Casualties & Medical Care

    Chimborazo Hospital  "76,000 Patients"  1862 - 1865

Richmond, like Washington and Alexandria, accommodated a collection of hospitals during the Civil War. The capacity of the City Hospital was soon exceeded, and the Chimborazo Hospital was one of those constructed to receive the overflow. It was a sprawling institution perched on a high hill near the western boundary of the Confederate capital.

Chimborazo began receiving patients in early 1862, and was later expanded to make room for the increasing numbers of sick and wounded that poured into Richmond. It was divided into 150 wards, grouped into five divisions, each presided over by a surgeon-in-charge. Dr. James B. McCaw, the surgeon-in-chief, has been called "one of the greatest men of the South".
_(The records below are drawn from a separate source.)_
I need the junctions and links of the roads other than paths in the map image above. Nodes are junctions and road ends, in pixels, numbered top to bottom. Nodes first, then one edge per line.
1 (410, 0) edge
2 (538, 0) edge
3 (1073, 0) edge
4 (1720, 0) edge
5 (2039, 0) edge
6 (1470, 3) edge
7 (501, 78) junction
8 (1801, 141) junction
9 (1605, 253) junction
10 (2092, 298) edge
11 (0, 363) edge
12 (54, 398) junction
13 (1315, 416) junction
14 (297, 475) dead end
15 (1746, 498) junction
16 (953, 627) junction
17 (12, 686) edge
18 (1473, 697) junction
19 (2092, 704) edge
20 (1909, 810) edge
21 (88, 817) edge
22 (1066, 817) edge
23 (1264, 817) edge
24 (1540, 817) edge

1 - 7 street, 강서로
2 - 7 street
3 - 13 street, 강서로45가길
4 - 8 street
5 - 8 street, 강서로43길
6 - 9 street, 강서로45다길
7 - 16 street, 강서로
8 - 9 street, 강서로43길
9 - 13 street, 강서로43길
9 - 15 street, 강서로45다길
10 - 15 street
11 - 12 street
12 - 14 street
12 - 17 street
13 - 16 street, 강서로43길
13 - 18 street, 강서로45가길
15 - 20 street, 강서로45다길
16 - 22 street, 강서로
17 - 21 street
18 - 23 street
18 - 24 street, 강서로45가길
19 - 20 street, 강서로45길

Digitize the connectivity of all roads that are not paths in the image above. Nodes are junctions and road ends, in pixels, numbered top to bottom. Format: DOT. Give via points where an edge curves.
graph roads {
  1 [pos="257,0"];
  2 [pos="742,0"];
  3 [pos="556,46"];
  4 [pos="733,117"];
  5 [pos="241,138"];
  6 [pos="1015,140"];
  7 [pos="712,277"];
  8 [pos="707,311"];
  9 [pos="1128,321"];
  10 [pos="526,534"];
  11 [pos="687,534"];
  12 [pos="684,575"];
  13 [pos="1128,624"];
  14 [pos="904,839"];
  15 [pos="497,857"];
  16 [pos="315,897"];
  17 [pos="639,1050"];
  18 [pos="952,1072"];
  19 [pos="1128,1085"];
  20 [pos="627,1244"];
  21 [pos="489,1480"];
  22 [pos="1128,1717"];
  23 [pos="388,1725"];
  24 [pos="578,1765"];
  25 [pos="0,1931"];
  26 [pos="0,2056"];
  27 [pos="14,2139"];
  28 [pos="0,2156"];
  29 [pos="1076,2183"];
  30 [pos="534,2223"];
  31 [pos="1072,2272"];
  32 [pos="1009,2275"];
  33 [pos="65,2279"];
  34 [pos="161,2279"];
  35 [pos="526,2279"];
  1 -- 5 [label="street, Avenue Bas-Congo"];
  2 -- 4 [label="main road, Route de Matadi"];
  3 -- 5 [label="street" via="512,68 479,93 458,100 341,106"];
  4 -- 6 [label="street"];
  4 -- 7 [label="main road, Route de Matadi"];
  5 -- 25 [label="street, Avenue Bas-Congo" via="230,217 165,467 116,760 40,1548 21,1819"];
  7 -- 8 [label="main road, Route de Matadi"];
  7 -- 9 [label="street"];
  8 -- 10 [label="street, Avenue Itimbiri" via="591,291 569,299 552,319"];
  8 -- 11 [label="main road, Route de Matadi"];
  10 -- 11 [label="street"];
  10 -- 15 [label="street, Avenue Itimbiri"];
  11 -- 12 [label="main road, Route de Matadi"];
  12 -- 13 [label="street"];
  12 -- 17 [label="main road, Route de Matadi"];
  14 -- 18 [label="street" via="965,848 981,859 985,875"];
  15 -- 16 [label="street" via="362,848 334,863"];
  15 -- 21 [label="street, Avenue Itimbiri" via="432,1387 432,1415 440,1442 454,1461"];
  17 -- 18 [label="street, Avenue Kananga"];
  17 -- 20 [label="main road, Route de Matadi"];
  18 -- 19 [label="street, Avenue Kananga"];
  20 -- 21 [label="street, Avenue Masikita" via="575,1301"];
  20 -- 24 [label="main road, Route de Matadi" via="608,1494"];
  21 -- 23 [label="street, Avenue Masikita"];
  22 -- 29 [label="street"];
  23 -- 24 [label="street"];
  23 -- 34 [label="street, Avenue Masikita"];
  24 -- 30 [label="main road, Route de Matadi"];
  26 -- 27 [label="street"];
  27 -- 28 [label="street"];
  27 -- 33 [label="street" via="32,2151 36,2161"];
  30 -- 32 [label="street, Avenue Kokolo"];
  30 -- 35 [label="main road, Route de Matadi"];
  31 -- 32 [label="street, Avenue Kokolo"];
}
A total of 76,000 patients were treated at Chimborazo during the course of the war. It was said to be the largest military hospital in the world up to that time, surpassing Lincoln Hospital in Washington, DC, which treated 46,000; and Scutari Hospital in the Crimea, which treated from 30,000 to 40,000.

Phoebe Yates Pember, one of the first matrons, or head nurses, appointed at Chimborazo, wrote memoirs of her experiences there. Female nurses were not readily accepted; on Pember's arrival, one ward surgeon loudly whispered to a friend in a tone of ill-concealed disgust that "one of them had come."

With severe shortages in food, medicines, and medical supplies, Chimborazo had higher death rates than most Northern hospitals. In an attempt to alleviate suffering, patients were given daily rations of whiskey, but both patients and medical staff members often misused the substance, and these supplies, too, eventually ran short.

The hospital was evacuated after Richmond fell in the spring of 1865.

Fascinating Fact:  Pember recounts the case of a soldier with a crushed ankle who fell into the hands of a surgeon who set and bandaged the sound leg instead of the broken one. By the time the drunken doctor's mistake was discovered, complications had caused the patient's death.